[Items from a dataset]
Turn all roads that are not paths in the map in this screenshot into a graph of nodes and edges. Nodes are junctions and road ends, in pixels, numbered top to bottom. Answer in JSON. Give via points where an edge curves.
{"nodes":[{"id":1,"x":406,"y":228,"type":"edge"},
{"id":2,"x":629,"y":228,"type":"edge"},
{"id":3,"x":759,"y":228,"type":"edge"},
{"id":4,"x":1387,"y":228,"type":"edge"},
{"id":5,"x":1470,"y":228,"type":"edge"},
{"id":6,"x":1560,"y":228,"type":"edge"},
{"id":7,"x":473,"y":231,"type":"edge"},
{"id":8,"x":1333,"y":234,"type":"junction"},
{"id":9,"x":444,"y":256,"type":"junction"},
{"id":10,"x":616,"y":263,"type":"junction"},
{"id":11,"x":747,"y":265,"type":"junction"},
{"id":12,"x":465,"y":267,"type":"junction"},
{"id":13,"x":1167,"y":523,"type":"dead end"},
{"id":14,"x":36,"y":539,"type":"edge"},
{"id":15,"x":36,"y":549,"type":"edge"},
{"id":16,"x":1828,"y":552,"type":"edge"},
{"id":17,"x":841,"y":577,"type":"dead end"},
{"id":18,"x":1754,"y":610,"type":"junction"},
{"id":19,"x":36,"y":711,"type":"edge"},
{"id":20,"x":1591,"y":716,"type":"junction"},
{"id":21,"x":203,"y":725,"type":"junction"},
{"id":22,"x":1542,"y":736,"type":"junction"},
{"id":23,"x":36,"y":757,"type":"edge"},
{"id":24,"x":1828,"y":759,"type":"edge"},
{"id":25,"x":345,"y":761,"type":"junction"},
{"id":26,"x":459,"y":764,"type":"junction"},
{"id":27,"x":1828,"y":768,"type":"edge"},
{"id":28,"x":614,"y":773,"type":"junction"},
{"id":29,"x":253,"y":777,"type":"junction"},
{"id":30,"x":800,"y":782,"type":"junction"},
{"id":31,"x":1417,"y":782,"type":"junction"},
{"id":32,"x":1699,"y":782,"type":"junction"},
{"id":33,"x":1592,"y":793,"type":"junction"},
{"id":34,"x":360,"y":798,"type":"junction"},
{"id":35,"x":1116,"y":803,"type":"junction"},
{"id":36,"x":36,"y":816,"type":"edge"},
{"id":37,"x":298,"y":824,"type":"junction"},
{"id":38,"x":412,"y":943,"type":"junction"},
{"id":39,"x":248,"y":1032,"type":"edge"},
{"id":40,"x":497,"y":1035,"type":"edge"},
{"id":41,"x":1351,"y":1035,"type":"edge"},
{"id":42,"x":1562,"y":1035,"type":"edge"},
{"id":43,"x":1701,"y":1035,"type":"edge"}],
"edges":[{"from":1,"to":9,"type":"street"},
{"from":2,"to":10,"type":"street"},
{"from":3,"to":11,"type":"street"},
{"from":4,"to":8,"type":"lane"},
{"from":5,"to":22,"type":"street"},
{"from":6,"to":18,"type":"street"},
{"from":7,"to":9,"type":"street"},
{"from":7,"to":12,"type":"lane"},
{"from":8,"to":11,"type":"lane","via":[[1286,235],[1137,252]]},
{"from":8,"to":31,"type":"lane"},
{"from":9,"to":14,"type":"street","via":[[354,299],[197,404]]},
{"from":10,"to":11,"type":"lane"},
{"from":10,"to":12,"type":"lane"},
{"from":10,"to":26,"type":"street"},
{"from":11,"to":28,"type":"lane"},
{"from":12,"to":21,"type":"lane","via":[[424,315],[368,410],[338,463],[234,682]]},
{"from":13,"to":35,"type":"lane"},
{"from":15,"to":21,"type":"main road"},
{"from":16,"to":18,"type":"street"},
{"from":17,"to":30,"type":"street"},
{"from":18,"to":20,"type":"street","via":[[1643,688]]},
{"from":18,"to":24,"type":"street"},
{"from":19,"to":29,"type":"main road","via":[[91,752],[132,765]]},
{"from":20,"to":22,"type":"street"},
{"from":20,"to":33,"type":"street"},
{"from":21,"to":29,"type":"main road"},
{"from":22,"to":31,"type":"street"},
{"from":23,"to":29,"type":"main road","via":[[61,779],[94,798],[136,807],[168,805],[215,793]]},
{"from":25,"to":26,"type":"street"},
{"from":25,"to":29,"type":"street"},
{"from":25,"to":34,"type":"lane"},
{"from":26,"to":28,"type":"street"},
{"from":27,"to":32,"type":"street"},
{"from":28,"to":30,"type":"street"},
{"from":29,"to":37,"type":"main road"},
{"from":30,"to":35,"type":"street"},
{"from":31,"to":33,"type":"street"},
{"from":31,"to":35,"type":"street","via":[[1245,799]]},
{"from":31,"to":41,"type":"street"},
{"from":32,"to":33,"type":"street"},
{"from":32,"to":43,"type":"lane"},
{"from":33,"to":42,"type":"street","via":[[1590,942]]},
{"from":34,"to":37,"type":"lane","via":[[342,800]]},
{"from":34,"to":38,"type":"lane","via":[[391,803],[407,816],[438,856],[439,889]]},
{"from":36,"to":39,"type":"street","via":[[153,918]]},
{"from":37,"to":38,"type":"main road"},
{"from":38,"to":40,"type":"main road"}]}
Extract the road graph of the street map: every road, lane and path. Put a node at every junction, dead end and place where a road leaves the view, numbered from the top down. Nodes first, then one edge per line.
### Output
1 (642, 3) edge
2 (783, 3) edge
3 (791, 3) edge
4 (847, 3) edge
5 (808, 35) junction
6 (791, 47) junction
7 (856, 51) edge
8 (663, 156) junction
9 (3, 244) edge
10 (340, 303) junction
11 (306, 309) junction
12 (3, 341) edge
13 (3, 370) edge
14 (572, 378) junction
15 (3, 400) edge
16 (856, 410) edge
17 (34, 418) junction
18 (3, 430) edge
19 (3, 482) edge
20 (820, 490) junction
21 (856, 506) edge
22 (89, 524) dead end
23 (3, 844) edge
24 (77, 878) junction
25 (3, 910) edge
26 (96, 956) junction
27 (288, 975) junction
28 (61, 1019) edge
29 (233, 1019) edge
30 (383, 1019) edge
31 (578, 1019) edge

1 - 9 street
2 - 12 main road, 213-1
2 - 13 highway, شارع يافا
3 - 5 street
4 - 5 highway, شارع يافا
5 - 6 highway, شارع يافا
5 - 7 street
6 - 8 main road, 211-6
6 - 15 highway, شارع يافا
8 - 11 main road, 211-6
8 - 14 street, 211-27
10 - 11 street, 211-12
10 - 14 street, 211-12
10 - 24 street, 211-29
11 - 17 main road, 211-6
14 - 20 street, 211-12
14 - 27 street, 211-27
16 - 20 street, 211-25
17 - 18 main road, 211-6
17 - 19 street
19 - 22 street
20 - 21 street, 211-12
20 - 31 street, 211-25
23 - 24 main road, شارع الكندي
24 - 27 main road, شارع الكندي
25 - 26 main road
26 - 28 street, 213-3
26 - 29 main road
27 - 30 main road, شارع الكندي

- Exercise: Look through the entries above. Copy out every line holding the word "يافا".

- Answer to this task:
2 - 13 highway, شارع يافا
4 - 5 highway, شارع يافا
5 - 6 highway, شارع يافا
6 - 15 highway, شارع يافا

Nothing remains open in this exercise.